WASHINGTON: Les Etats-Unis prévoient de retirer l'ensemble de leurs 1.000 soldats de Syrie au cours des deux prochains mois, selon la presse américaine.

Washington mettra fin à sa présence dans le pays, a indiqué le Wall Street Journal, après que le gouvernement syrien a étendu son contrôle sur le territoire et a annoncé fin janvier être parvenu à un accord pour intégrer à l'Etat syrien les Forces démocratiques syriennes (FDS) dirigées par les Kurdes, qui jouaient un rôle clé dans la lutte contre l'Etat islamique (EI).

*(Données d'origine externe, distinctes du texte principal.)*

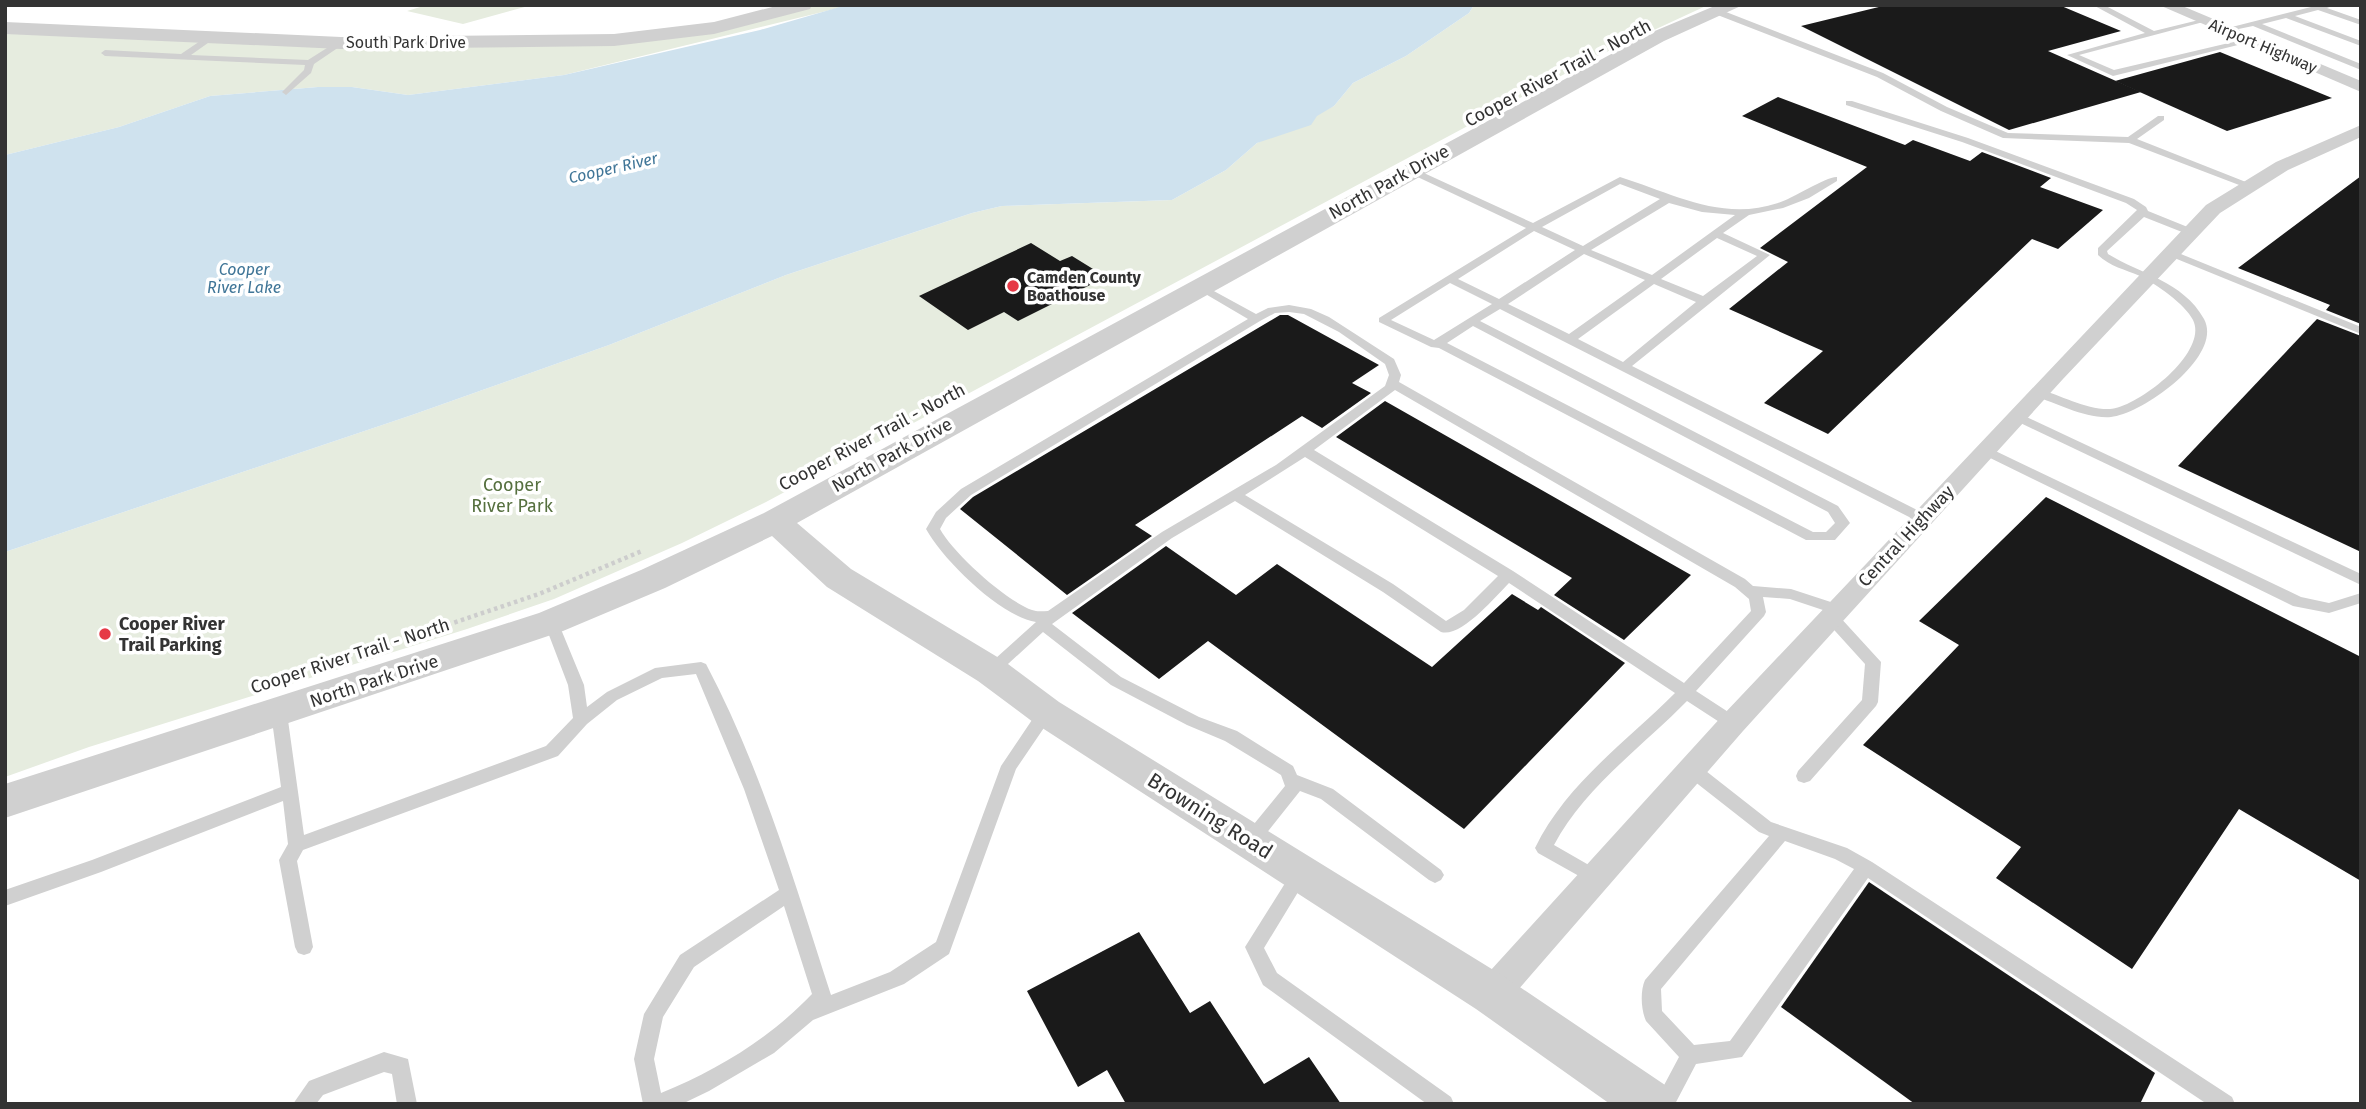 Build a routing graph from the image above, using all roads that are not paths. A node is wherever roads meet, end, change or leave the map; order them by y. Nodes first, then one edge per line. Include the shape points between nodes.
1 (803, 5) edge
2 (2096, 5) edge
3 (2166, 5) edge
4 (2330, 5) edge
5 (1726, 8) edge
6 (2320, 8) junction
7 (2287, 15) junction
8 (2203, 21) junction
9 (2253, 23) junction
10 (2361, 23) edge
11 (5, 28) edge
12 (2224, 30) junction
13 (2154, 34) junction
14 (212, 36) junction
15 (2250, 41) junction
16 (341, 43) junction
17 (2361, 44) edge
18 (105, 53) dead end
19 (182, 57) junction
20 (310, 63) junction
21 (2361, 67) edge
22 (2361, 86) edge
23 (286, 92) dead end
24 (1849, 103) dead end
25 (2161, 118) dead end
26 (2361, 130) edge
27 (2130, 140) junction
28 (1410, 170) junction
29 (1833, 178) dead end
30 (2251, 186) junction
31 (1668, 199) junction
32 (1747, 211) junction
33 (2143, 214) junction
34 (1534, 227) junction
35 (2191, 232) junction
36 (1716, 234) junction
37 (1583, 250) junction
38 (2171, 253) junction
39 (2149, 276) junction
40 (1450, 279) junction
41 (1653, 279) junction
42 (1202, 287) junction
43 (1704, 301) junction
44 (1500, 304) junction
45 (1256, 319) junction
46 (1473, 322) junction
47 (2361, 331) edge
48 (1569, 340) junction
49 (1439, 343) junction
50 (1625, 367) junction
51 (1392, 383) junction
52 (2038, 393) junction
53 (2016, 416) junction
54 (1304, 450) junction
55 (1985, 450) junction
56 (1237, 496) junction
57 (1922, 518) junction
58 (775, 521) junction
59 (1508, 575) junction
60 (2361, 580) edge
61 (1749, 591) junction
62 (2361, 598) edge
63 (1834, 614) junction
64 (1046, 620) junction
65 (551, 622) junction
66 (991, 671) junction
67 (1686, 691) junction
68 (1046, 712) junction
69 (279, 713) junction
70 (581, 720) junction
71 (1733, 723) junction
72 (1691, 769) junction
73 (1804, 776) dead end
74 (1291, 780) junction
75 (287, 792) junction
76 (5, 802) edge
77 (1782, 833) junction
78 (1250, 841) junction
79 (297, 845) junction
80 (1866, 867) junction
81 (1301, 873) junction
82 (1435, 875) dead end
83 (1595, 877) junction
84 (790, 893) junction
85 (5, 898) edge
86 (304, 947) dead end
87 (1492, 994) junction
88 (809, 1012) junction
89 (1690, 1055) junction
90 (664, 1102) edge
91 (303, 1104) edge
92 (407, 1104) edge
93 (1444, 1104) edge
94 (1650, 1104) edge
95 (1664, 1104) edge
96 (2225, 1104) edge

1 - 16 street, South Park Drive via 714,28 614,40
2 - 13 lane
3 - 8 street, Airport Highway
4 - 6 lane
5 - 27 lane via 2006,136
5 - 28 street, North Park Drive via 1657,37
6 - 7 lane
6 - 10 lane
7 - 9 lane
7 - 17 lane
8 - 12 street, Airport Highway
8 - 13 lane
9 - 12 lane
9 - 21 lane
11 - 14 street, South Park Drive
12 - 15 street, Airport Highway
13 - 15 lane via 2071,55 2113,73
14 - 16 street, South Park Drive
14 - 19 lane
15 - 22 street, Airport Highway
16 - 20 lane
18 - 19 lane
19 - 20 lane
20 - 23 lane via 308,71
24 - 33 lane via 2042,167 2130,201
25 - 27 lane
26 - 30 street, Central Highway via 2324,144
27 - 30 lane
28 - 34 lane
28 - 42 street, North Park Drive
29 - 32 lane via 1791,204
30 - 35 street, Central Highway via 2213,209
31 - 32 lane via 1692,208
31 - 34 lane via 1620,180
31 - 37 lane
32 - 36 lane
33 - 35 lane
33 - 39 lane via 2102,250 2115,264
34 - 37 lane
34 - 40 lane
35 - 38 street, Central Highway
36 - 41 lane
36 - 43 lane via 1765,255
37 - 41 lane
37 - 44 lane
38 - 39 street, Central Highway
38 - 47 lane
39 - 52 street, Central Highway
39 - 52 lane via 2200,320 2204,331 2194,358 2134,409 2109,413
40 - 44 lane
40 - 49 lane via 1383,320
41 - 43 lane
41 - 48 lane
42 - 45 lane
42 - 58 street, North Park Drive
43 - 50 lane
44 - 46 lane
44 - 48 lane
45 - 51 lane via 1286,306 1314,314 1390,362 1395,375
45 - 64 lane via 966,492 941,514 933,529 957,562 1030,615
46 - 49 lane
46 - 49 lane via 1833,509 1843,523 1830,537 1811,537
48 - 50 lane
50 - 57 lane
51 - 54 lane
51 - 61 lane
52 - 53 street, Central Highway
53 - 55 street, Central Highway
53 - 60 lane
54 - 56 lane
54 - 59 lane
55 - 57 street, Central Highway
55 - 62 lane via 2298,603 2329,608
56 - 59 lane via 1446,628 1469,614
56 - 64 lane via 1167,535
57 - 63 street, Central Highway
58 - 65 street, North Park Drive
58 - 66 street, Browning Road via 839,578
59 - 67 lane
61 - 63 lane via 1791,594
61 - 67 lane via 1756,597 1759,612
63 - 71 street, Central Highway
63 - 73 lane via 1873,662 1870,702
64 - 66 lane
64 - 74 lane via 1116,681 1231,736 1287,771
65 - 69 street, North Park Drive
65 - 70 lane via 576,685
66 - 68 street, Browning Road
67 - 71 lane
67 - 83 lane via 1566,808 1549,836 1544,848
68 - 78 street, Browning Road
68 - 88 lane via 1009,766 943,948 897,978
69 - 75 lane
69 - 76 street, North Park Drive
70 - 79 lane via 552,751
70 - 84 lane via 612,696 660,672 701,668 744,762
71 - 72 street, Central Highway
72 - 77 lane via 1765,827
72 - 83 street, Central Highway
74 - 78 lane via 1294,787
74 - 82 lane via 1327,794
75 - 79 lane
75 - 85 lane
77 - 80 lane via 1841,853
77 - 89 lane via 1652,986 1653,1015
78 - 81 street, Browning Road
79 - 86 lane via 288,860
80 - 89 lane via 1735,1050
80 - 96 lane
81 - 87 street, Browning Road
81 - 93 lane via 1254,947 1270,979
83 - 87 street, Central Highway
84 - 88 lane via 822,997
84 - 90 lane via 687,961 654,1014 644,1059
87 - 94 street, Browning Road
88 - 90 lane via 794,1028 692,1091
89 - 95 lane
91 - 92 lane via 316,1088 384,1062 401,1066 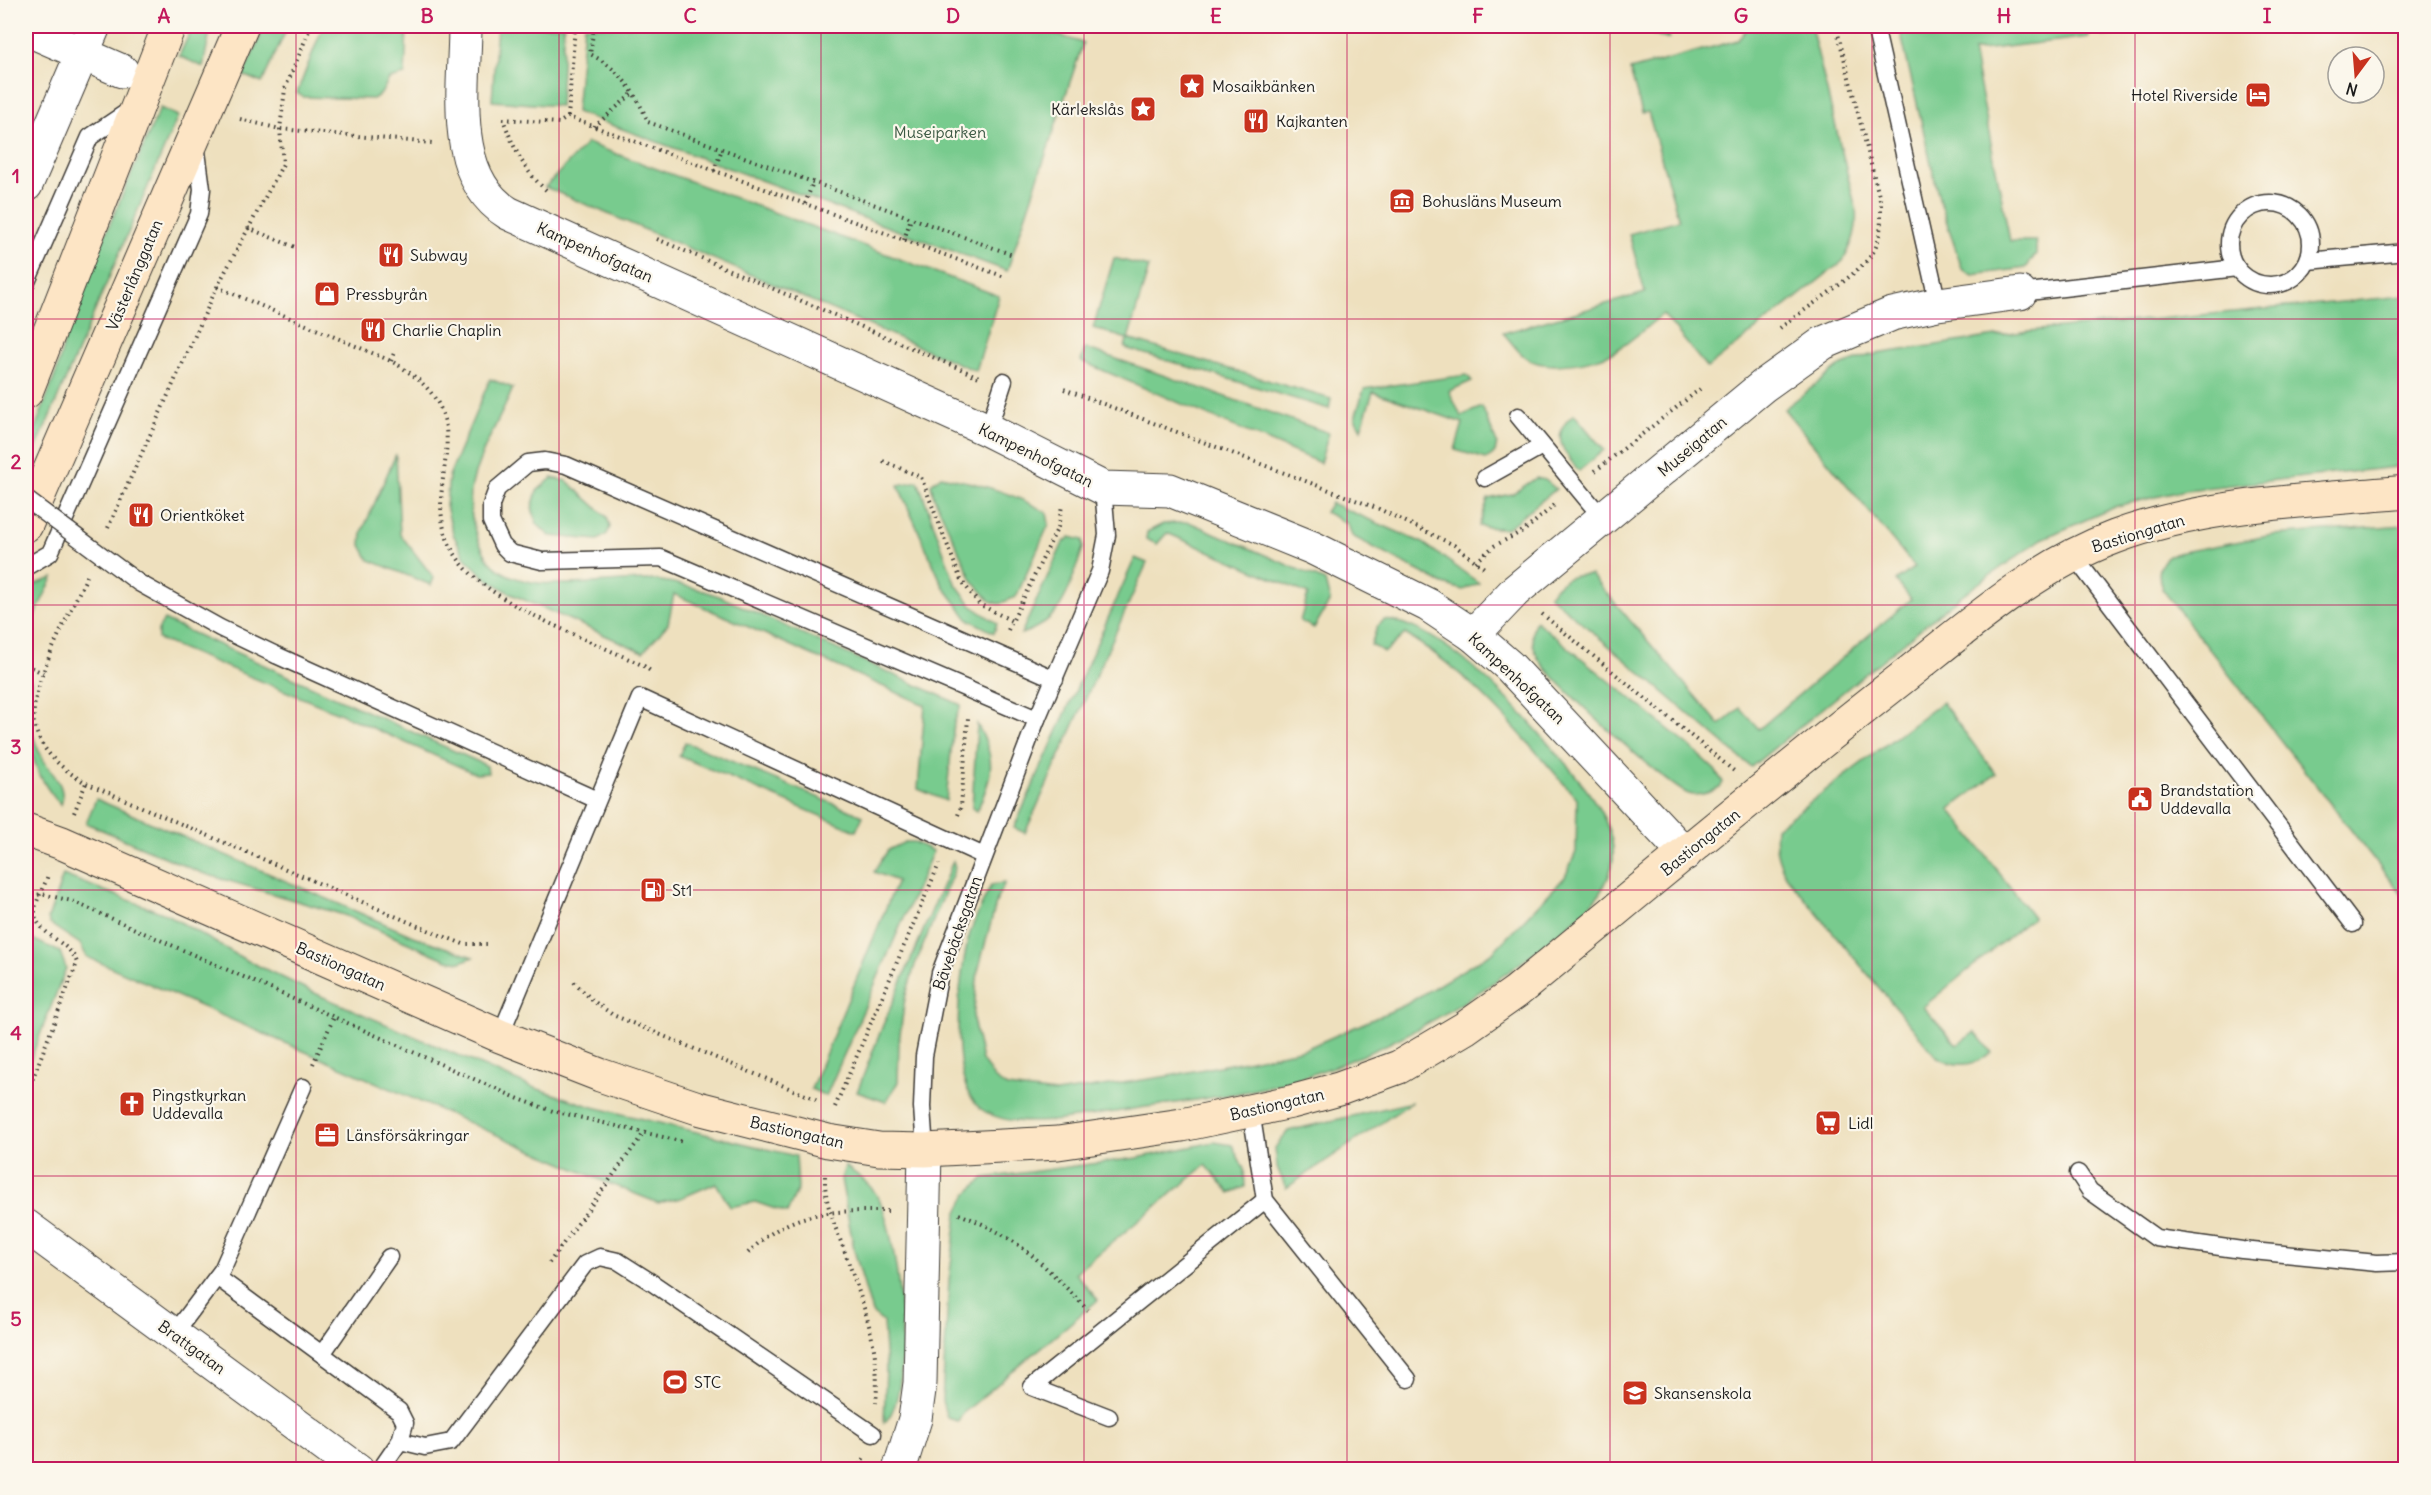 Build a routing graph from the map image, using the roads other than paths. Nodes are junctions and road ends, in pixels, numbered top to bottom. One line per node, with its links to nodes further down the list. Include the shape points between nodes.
1 (169, 26): 8 (main road)
2 (242, 26): 9 (main road, Västerlånggatan)
3 (465, 26): 20 (street, Kampenhofgatan, via 467,150 482,191 493,204)
4 (1875, 26): 16 (lane)
5 (26, 29): 6 (street)
6 (88, 39): 7 (street); 10 (street)
7 (122, 70)
8 (136, 106): 14 (lane, via 90,137); 18 (main road)
9 (195, 135): 27 (main road, Västerlånggatan); 29 (lane, via 202,189 198,214 50,553)
10 (26, 185)
11 (2406, 252): 12 (lane)
12 (2308, 261): 13 (lane, via 2294,277 2275,285 2247,278); 13 (lane, via 2311,234 2305,220 2282,203 2267,202 2241,214 2232,226 2230,255)
13 (2237, 268): 15 (lane)
14 (26, 284)
15 (2020, 293): 16 (street, Museigatan)
16 (1938, 304): 26 (street, Museigatan, via 1892,314 1823,343 1763,386)
17 (1004, 383): 20 (lane)
18 (26, 392)
19 (1518, 417): 21 (lane)
20 (988, 430): 23 (street, Kampenhofgatan)
21 (1542, 446): 22 (lane); 26 (lane)
22 (1485, 478)
23 (1103, 488): 30 (street, Kampenhofgatan, via 1170,490 1195,499 1366,572); 31 (lane, Bävebäcksgatan, via 1107,535 1100,571)
24 (2406, 492): 28 (main road, Bastiongatan, via 2205,514 2115,537)
25 (26, 499): 33 (lane, bridge, via 139,583 220,628)
26 (1604, 520): 30 (street, Museigatan, via 1515,591)
27 (26, 525)
28 (2073, 555): 35 (main road, Bastiongatan, via 1955,637); 37 (lane)
29 (26, 567)
30 (1473, 635): 35 (street, Kampenhofgatan, via 1555,713)
31 (1055, 679): 32 (lane, Bävebäcksgatan); 32 (lane, via 566,465 528,463 497,489 491,521 510,553 542,561 661,558)
32 (1037, 719): 36 (lane, Bävebäcksgatan)
33 (597, 800): 36 (lane, via 640,698); 38 (lane)
34 (26, 830): 38 (main road, Bastiongatan)
35 (1685, 854): 40 (main road, Bastiongatan, via 1516,992 1465,1028 1399,1067 1339,1089)
36 (984, 856): 41 (lane, Bävebäcksgatan, via 940,973 930,1017 922,1107)
37 (2353, 924)
38 (500, 1036): 41 (main road, Bastiongatan, via 698,1108 828,1141 879,1149)
39 (303, 1087): 47 (lane)
40 (1251, 1111): 41 (main road, Bastiongatan, via 1058,1143); 43 (lane)
41 (925, 1150): 56 (street, Bävebäcksgatan, via 920,1383 915,1419)
42 (2078, 1173): 46 (lane, via 2090,1191 2156,1238 2377,1263)
43 (1265, 1200): 50 (lane); 51 (lane, via 1032,1387)
44 (26, 1226): 48 (street, Brattgatan)
45 (389, 1257): 49 (lane)
46 (2406, 1262)
47 (217, 1277): 48 (lane); 49 (lane)
48 (174, 1334): 54 (street, Brattgatan)
49 (322, 1354): 53 (lane, via 399,1412 405,1423)
50 (1408, 1379)
51 (1109, 1417)
52 (873, 1434): 53 (lane, via 802,1378 653,1280 618,1261 600,1257 585,1264 451,1442 425,1447)
53 (400, 1441): 55 (lane)
54 (358, 1470)
55 (380, 1470)
56 (899, 1470)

Le média CBS a également fait état de ce projet, citant des responsables américains sous couverts d'anonymat.

Les forces américaines présentes en Syrie ont récemment amorcé leur retrait, notamment la semaine dernière des bases d'al-Tanf et d'al-Chaddadi, utilisées dans le cadre de la lutte menée par la coalition internationale contre le groupe Etat islamique (EI).

Les Etats-Unis avaient soutenu les forces kurdes dans leur lutte contre les jihadistes de l'EI à partir de 2014.

Mais après le renversement de Bachar al-Assad fin 2024 et l'arrivée au pouvoir de l'islamiste Ahmad al-Chareh, ils ont soutenu le nouveau président dans sa détermination à imposer son autorité sur l'ensemble du territoire.

Le chef de la diplomatie américaine Marco Rubio s'est félicité dimanche de "la trajectoire" suivie par la Syrie, malgré "des jours difficiles".

Dernièrement, les Etats-Unis rassemblent aussi leur attention et leurs capacités militaires autour de l'Iran, qu'ils menacent de frapper si les deux ennemis ne parvenaient pas à conclure un accord au sujet du programme nucléaire iranien.

CNN et CBS ont rapporté mercredi que l'armée américaine était prête à mener des frappes sur l'Iran dès ce week-end, même si Donald Trump n'a selon eux pas encore pris de décision finale.

Washington a dépêché deux porte-avions dans le Golfe et dispose aussi de dizaines de milliers de soldats dans des bases à travers la région.

Sollicité, le Pentagone n'a pas donné de réponse dans l'immédiat à une demande de commentaires.